After hours of debate about the length of the term and about who stands to profit, a committee of alders unanimously advanced a proposed 43-year agreement between the city and Tweed’s airport authority.
That was the outcome of Monday night’s four-and-a-half-hour meeting of the Board of Alders Finance Committee. The virtual meeting took place online via Zoom and YouTube Live.
The sole topic for discussion, debate, and a subsequent advisory vote Monday night was a two-part order related to Tweed New Haven Airport.
The first legislative item would have the city sign a 43-year amended and restated lease and operating agreement with the Tweed New Haven Airport Authority. The second would repeal a city law that prohibits airplanes that weigh more than 160,000 pounds from using Tweed.
Both are designed to enable a separate but parallel four-decade agreement between the airport authority and the Goldman Sachs-owned airport management company Avports. That company, which has managed Tweed for the past 22 years, in turn plans to invest $70 million in private funds into building a new four-to-six-gate terminal on the East Haven side of the property and lengthening the airport’s main runway to 6,635 feet. (Read more about those expansion plans here, here, and here.)

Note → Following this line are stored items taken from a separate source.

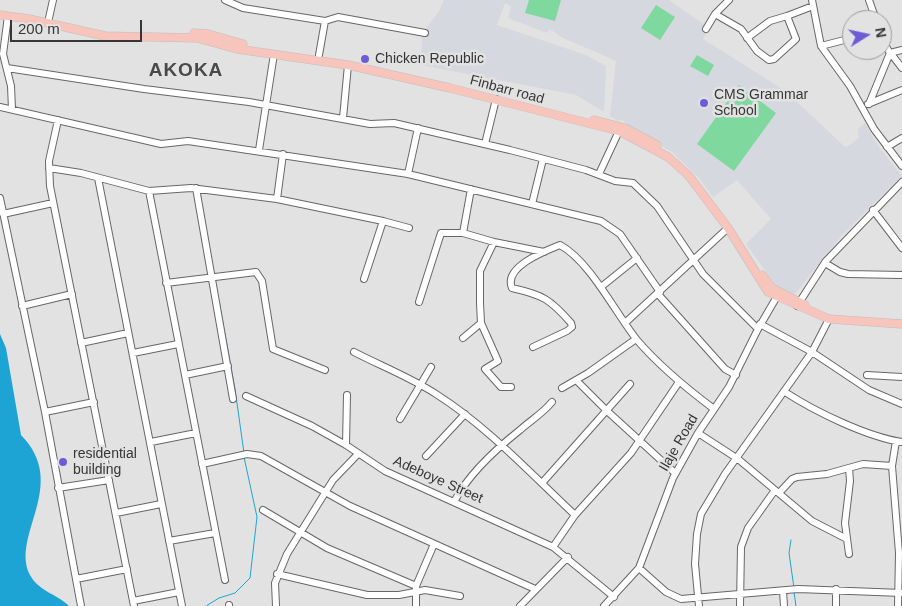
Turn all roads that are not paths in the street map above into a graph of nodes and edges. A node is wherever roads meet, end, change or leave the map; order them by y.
1 (53, 0) edge
2 (225, 0) edge
3 (729, 0) edge
4 (812, 3) edge
5 (0, 10) edge
6 (715, 14) junction
7 (4, 16) edge
8 (787, 16) junction
9 (48, 18) junction
10 (325, 21) junction
11 (706, 29) dead end
12 (425, 33) dead end
13 (747, 38) junction
14 (842, 41) edge
15 (821, 46) junction
16 (274, 54) junction
17 (319, 55) junction
18 (892, 56) edge
19 (887, 60) edge
20 (348, 65) junction
21 (7, 68) junction
22 (902, 68) edge
23 (384, 70) junction
24 (902, 90) edge
25 (496, 99) junction
26 (266, 104) junction
27 (865, 105) junction
28 (0, 107) edge
29 (12, 109) junction
30 (343, 118) junction
31 (58, 120) junction
32 (418, 128) junction
33 (619, 131) junction
34 (902, 138) edge
35 (485, 144) junction
36 (887, 147) junction
37 (260, 150) junction
38 (283, 154) junction
39 (543, 159) junction
40 (902, 166) edge
41 (49, 168) junction
42 (408, 174) junction
43 (599, 174) junction
44 (98, 178) junction
45 (902, 182) edge
46 (196, 188) junction
47 (471, 189) junction
48 (149, 191) junction
49 (0, 198) edge
50 (277, 199) junction
51 (53, 203) junction
52 (532, 204) junction
53 (873, 210) junction
54 (2, 214) junction
55 (383, 221) junction
56 (409, 228) dead end
57 (728, 228) junction
58 (463, 233) junction
59 (494, 242) junction
60 (902, 248) edge
61 (544, 252) junction
62 (637, 258) junction
63 (692, 260) junction
64 (825, 263) junction
65 (902, 275) edge
66 (213, 276) junction
67 (364, 279) dead end
68 (166, 283) junction
69 (601, 287) junction
70 (659, 293) junction
71 (72, 294) junction
72 (778, 295) junction
73 (419, 302) dead end
74 (798, 304) junction
75 (22, 306) junction
76 (829, 320) junction
77 (902, 320) edge
78 (481, 323) junction
79 (624, 323) junction
80 (902, 324) edge
81 (759, 326) junction
82 (128, 333) junction
83 (463, 338) dead end
84 (636, 339) junction
85 (81, 343) junction
86 (178, 344) junction
87 (533, 347) dead end
88 (354, 352) dead end
89 (812, 352) junction
90 (132, 353) junction
91 (228, 366) junction
92 (431, 367) dead end
93 (325, 370) dead end
94 (185, 375) junction
95 (736, 375) junction
96 (867, 375) dead end
97 (902, 378) edge
98 (576, 380) junction
99 (679, 382) junction
100 (421, 384) junction
101 (630, 384) dead end
102 (511, 386) dead end
103 (562, 388) dead end
104 (784, 392) junction
105 (347, 395) dead end
106 (246, 396) dead end
107 (233, 399) dead end
108 (94, 402) junction
109 (552, 402) dead end
110 (902, 404) edge
111 (714, 409) junction
112 (606, 410) junction
113 (45, 412) junction
114 (465, 414) junction
115 (400, 419) dead end
116 (196, 434) junction
117 (698, 434) junction
118 (899, 441) edge
119 (151, 442) junction
120 (640, 442) junction
121 (346, 445) junction
122 (503, 446) junction
123 (358, 454) junction
124 (426, 456) dead end
125 (738, 459) junction
126 (202, 464) junction
127 (892, 466) junction
128 (849, 468) junction
129 (675, 473) junction
130 (109, 480) junction
131 (542, 483) junction
132 (58, 488) junction
133 (326, 491) junction
134 (777, 492) junction
135 (454, 502) junction
136 (161, 504) junction
137 (263, 510) dead end
138 (116, 513) junction
139 (575, 514) junction
140 (301, 531) junction
141 (215, 532) junction
142 (846, 539) junction
143 (169, 541) junction
144 (434, 544) junction
145 (553, 547) junction
146 (849, 554) dead end
147 (568, 557) junction
148 (639, 568) junction
149 (127, 569) junction
150 (277, 574) junction
151 (76, 579) junction
152 (225, 580) dead end
153 (416, 589) junction
154 (535, 589) junction
155 (836, 589) junction
156 (785, 590) junction
157 (179, 592) junction
158 (740, 593) junction
159 (900, 593) edge
160 (460, 596) dead end
161 (700, 596) junction
162 (614, 597) junction
163 (683, 599) junction
164 (134, 604) edge
165 (81, 606) edge
166 (182, 606) edge
167 (276, 606) edge
168 (416, 606) edge
169 (520, 606) edge
170 (604, 606) edge
171 (678, 606) edge
172 (699, 606) edge
173 (740, 606) edge
174 (784, 606) edge
175 (836, 606) edge
176 (898, 606) edge

1 - 9 street
2 - 10 street
3 - 6 street
4 - 8 street
4 - 15 street
5 - 9 main road, Finbarr road
6 - 11 street
6 - 13 street
7 - 16 main road, Finbarr road
7 - 21 street
8 - 13 street
8 - 13 street
9 - 17 main road, Finbarr road
10 - 12 street
10 - 17 street
14 - 15 street
15 - 27 street
16 - 20 main road, Finbarr road
16 - 26 street
17 - 23 main road, Finbarr road
18 - 22 street
19 - 27 street
20 - 23 main road, Finbarr road
20 - 30 street
21 - 26 street
21 - 29 street
23 - 25 main road, Finbarr road
23 - 72 main road, Finbarr road
24 - 27 street
25 - 33 main road, Finbarr road
25 - 35 street
26 - 30 street
26 - 37 street
27 - 36 street
28 - 29 street
29 - 31 street
30 - 32 street
31 - 37 street
31 - 41 street
32 - 35 street
32 - 42 street
33 - 43 street
33 - 57 main road, Finbarr road
34 - 36 street
35 - 39 street
36 - 40 street
37 - 38 street
38 - 42 street
38 - 50 street
39 - 43 street
39 - 52 street
41 - 44 street
41 - 51 street
42 - 47 street
43 - 63 street
44 - 48 street
44 - 82 street
45 - 53 street
46 - 48 street
46 - 50 street
46 - 66 street
47 - 52 street
47 - 58 street
48 - 68 street
49 - 54 street
50 - 55 street
51 - 54 street
51 - 71 street
52 - 62 street
53 - 60 street
53 - 64 street
54 - 75 street
55 - 56 street
55 - 67 street
57 - 63 street
57 - 72 main road, Finbarr road
58 - 59 street
58 - 73 street
59 - 61 street
59 - 78 street
61 - 69 street
61 - 87 street
62 - 69 street
62 - 70 street
63 - 70 street
63 - 81 street
64 - 65 street
64 - 74 street
66 - 68 street
66 - 91 street
66 - 93 street
68 - 86 street
69 - 79 street
70 - 79 street
70 - 95 street
71 - 75 street
71 - 85 street
72 - 74 main road, Finbarr road
72 - 81 street, Ilaje Road
74 - 76 main road, Finbarr road
74 - 77 main road, Finbarr road
75 - 113 street
76 - 80 main road, Finbarr road
76 - 89 street
78 - 83 street
78 - 102 street
79 - 84 street
81 - 89 street
81 - 95 street, Ilaje Road
82 - 85 street
82 - 90 street
84 - 98 street
84 - 99 street
85 - 108 street
86 - 90 street
86 - 94 street
88 - 100 street
89 - 104 street
89 - 110 street
90 - 119 street
91 - 94 street
91 - 107 street
92 - 100 street
94 - 116 street
95 - 111 street, Ilaje Road
96 - 97 street
98 - 103 street
98 - 112 street
99 - 111 street
99 - 120 street
100 - 114 street
100 - 115 street
101 - 112 street
104 - 118 street
104 - 125 street
105 - 121 street
106 - 121 street, Adeboye Street
108 - 113 street
108 - 130 street
109 - 122 street
111 - 117 street, Ilaje Road
112 - 120 street
112 - 131 street
113 - 132 street
114 - 122 street
114 - 124 street
116 - 119 street
116 - 126 street
117 - 125 street
117 - 129 street, Ilaje Road
118 - 127 street
119 - 136 street
120 - 129 street
120 - 139 street
121 - 123 street, Adeboye Street
122 - 131 street
122 - 135 street
123 - 133 street
123 - 135 street, Adeboye Street
125 - 134 street
125 - 161 street
126 - 133 street
126 - 141 street
127 - 128 street
127 - 159 street
128 - 134 street
128 - 142 street
129 - 148 street, Ilaje Road
130 - 132 street
130 - 138 street
131 - 139 street
132 - 151 street
133 - 140 street
133 - 144 street
134 - 142 street
134 - 158 street
135 - 145 street, Adeboye Street
136 - 138 street
136 - 143 street
137 - 140 street
138 - 149 street
139 - 145 street
140 - 150 street
140 - 153 street
141 - 143 street
141 - 152 street
142 - 146 street
143 - 157 street
144 - 153 street
144 - 154 street
145 - 147 street, Adeboye Street
147 - 154 street
147 - 162 street, Adeboye Street
148 - 162 street, Ilaje Road
148 - 163 street
149 - 151 street
149 - 164 street
150 - 153 street
150 - 167 street
151 - 165 street
153 - 160 street
153 - 168 street
154 - 169 street
155 - 156 street
155 - 159 street
155 - 175 street
156 - 158 street
156 - 174 street
157 - 164 street
157 - 166 street
158 - 161 street
158 - 173 street
159 - 176 street
161 - 163 street
161 - 172 street
162 - 170 street, Ilaje Road
163 - 171 street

After hours of spirited public debate Monday, committee alders voted unanimously in support of both the proposed city-airport authority lease agreement and the proposed ordinance amendment about aircraft weight.
Both proposals now advance to the full Board of Alders for further debate and an expected final vote in September.
“This airport is an opportunity for our community,” Dixwell Alder Jeannette Morrison said in support of both legislative items. “This is growth. It’s about evolution.”
“I think that we have a great opportunity to actually make this work, not just for the airport,” but for the city and the Morris Cove neighborhood as well, said Board of Alders President and West River Alder Tyisha Walker-Myers.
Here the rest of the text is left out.